(Collected data entries)
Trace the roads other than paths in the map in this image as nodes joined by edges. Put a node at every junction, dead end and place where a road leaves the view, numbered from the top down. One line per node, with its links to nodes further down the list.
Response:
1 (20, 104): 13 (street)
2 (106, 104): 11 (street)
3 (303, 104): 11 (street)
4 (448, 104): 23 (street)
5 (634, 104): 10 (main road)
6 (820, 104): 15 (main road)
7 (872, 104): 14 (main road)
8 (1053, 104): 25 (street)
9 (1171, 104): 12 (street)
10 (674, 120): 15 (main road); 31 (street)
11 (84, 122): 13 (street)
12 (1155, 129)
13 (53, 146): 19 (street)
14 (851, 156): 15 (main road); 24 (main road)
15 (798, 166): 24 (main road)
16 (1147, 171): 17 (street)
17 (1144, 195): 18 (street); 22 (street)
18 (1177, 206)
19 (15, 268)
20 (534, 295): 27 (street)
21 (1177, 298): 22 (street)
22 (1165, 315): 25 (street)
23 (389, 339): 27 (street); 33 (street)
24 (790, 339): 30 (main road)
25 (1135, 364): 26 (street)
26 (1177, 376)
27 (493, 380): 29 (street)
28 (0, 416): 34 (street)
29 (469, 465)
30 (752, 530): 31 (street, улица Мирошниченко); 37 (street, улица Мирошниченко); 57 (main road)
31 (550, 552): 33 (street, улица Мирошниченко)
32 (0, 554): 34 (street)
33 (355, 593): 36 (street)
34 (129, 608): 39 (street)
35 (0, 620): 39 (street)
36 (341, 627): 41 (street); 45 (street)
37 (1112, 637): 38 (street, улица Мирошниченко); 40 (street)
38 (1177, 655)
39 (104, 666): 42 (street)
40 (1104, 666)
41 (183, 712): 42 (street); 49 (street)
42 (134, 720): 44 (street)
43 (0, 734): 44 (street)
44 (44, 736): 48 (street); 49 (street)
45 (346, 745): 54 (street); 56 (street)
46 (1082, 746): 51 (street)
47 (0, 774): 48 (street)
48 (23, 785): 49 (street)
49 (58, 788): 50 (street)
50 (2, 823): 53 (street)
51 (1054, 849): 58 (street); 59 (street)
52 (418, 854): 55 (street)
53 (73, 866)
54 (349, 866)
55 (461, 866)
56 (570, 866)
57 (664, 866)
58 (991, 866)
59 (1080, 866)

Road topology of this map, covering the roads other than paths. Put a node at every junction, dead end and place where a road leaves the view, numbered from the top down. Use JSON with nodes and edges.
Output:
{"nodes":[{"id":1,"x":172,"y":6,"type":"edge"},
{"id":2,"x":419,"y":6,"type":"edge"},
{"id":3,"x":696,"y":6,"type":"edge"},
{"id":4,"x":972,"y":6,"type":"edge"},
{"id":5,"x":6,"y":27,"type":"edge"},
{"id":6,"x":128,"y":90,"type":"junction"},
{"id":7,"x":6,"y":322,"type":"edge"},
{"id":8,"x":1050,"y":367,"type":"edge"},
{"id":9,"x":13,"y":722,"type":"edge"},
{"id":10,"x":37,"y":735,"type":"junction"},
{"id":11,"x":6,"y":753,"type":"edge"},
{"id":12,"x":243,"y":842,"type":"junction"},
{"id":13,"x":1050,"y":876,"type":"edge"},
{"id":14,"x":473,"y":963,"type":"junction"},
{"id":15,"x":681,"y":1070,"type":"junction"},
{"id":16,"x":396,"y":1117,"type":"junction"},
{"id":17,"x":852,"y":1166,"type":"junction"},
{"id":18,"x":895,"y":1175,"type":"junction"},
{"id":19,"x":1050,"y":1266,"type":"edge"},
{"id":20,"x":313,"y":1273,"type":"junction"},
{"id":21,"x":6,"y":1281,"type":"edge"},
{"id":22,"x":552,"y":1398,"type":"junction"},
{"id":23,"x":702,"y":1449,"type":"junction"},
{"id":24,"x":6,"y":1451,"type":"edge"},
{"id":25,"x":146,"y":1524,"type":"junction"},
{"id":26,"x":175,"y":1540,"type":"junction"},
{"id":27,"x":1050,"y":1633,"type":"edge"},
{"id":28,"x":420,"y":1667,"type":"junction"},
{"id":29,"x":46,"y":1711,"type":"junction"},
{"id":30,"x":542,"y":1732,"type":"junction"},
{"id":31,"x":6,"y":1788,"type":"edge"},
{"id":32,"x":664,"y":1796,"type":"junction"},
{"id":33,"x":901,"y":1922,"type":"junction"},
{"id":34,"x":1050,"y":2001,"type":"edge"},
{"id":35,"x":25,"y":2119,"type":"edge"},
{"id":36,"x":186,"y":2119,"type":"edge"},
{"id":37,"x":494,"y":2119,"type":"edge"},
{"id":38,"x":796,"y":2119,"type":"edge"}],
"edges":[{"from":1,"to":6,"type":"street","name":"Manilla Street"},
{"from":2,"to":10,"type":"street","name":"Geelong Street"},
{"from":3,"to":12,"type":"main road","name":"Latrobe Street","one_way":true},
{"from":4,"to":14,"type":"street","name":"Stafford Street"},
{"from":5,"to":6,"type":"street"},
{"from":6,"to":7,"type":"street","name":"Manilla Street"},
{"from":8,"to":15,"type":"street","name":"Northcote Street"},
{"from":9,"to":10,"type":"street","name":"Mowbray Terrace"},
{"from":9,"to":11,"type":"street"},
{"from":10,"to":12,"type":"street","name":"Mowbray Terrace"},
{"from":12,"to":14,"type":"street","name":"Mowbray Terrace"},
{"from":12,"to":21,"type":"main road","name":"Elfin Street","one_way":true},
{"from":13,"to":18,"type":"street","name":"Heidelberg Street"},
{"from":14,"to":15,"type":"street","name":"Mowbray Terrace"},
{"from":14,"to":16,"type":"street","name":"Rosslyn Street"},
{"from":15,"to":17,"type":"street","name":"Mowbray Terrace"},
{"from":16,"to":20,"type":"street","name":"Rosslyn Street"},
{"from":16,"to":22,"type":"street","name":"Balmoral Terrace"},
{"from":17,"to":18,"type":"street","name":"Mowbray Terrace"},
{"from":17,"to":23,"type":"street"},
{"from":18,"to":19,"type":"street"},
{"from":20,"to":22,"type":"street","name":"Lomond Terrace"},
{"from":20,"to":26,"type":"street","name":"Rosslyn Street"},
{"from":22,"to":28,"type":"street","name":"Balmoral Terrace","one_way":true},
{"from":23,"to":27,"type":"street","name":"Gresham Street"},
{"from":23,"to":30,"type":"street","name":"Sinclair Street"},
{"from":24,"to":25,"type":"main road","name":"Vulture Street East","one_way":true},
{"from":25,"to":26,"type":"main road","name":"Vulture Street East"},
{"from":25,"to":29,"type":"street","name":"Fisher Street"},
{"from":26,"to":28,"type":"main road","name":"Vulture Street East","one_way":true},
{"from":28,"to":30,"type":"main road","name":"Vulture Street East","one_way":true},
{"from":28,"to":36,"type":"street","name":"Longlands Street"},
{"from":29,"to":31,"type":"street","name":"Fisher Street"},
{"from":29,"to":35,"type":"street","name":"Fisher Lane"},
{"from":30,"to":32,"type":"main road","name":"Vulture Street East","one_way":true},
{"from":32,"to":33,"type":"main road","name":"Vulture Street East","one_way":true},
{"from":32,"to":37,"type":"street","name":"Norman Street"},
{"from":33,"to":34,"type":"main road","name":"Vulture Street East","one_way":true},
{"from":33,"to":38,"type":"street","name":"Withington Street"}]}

§ **What you need to do**
Wherever "this" turns up in the records, copy the whole line.

§ **Task result**
Trace the roads other than paths in the map in this image as nodes joined by edges. Put a node at every junction, dead end and place where a road leaves the view, numbered from the top down. One line per node, with its links to nodes further down the list.
Road topology of this map, covering the roads other than paths. Put a node at every junction, dead end and place where a road leaves the view, numbered from the top down. Use JSON with nodes and edges.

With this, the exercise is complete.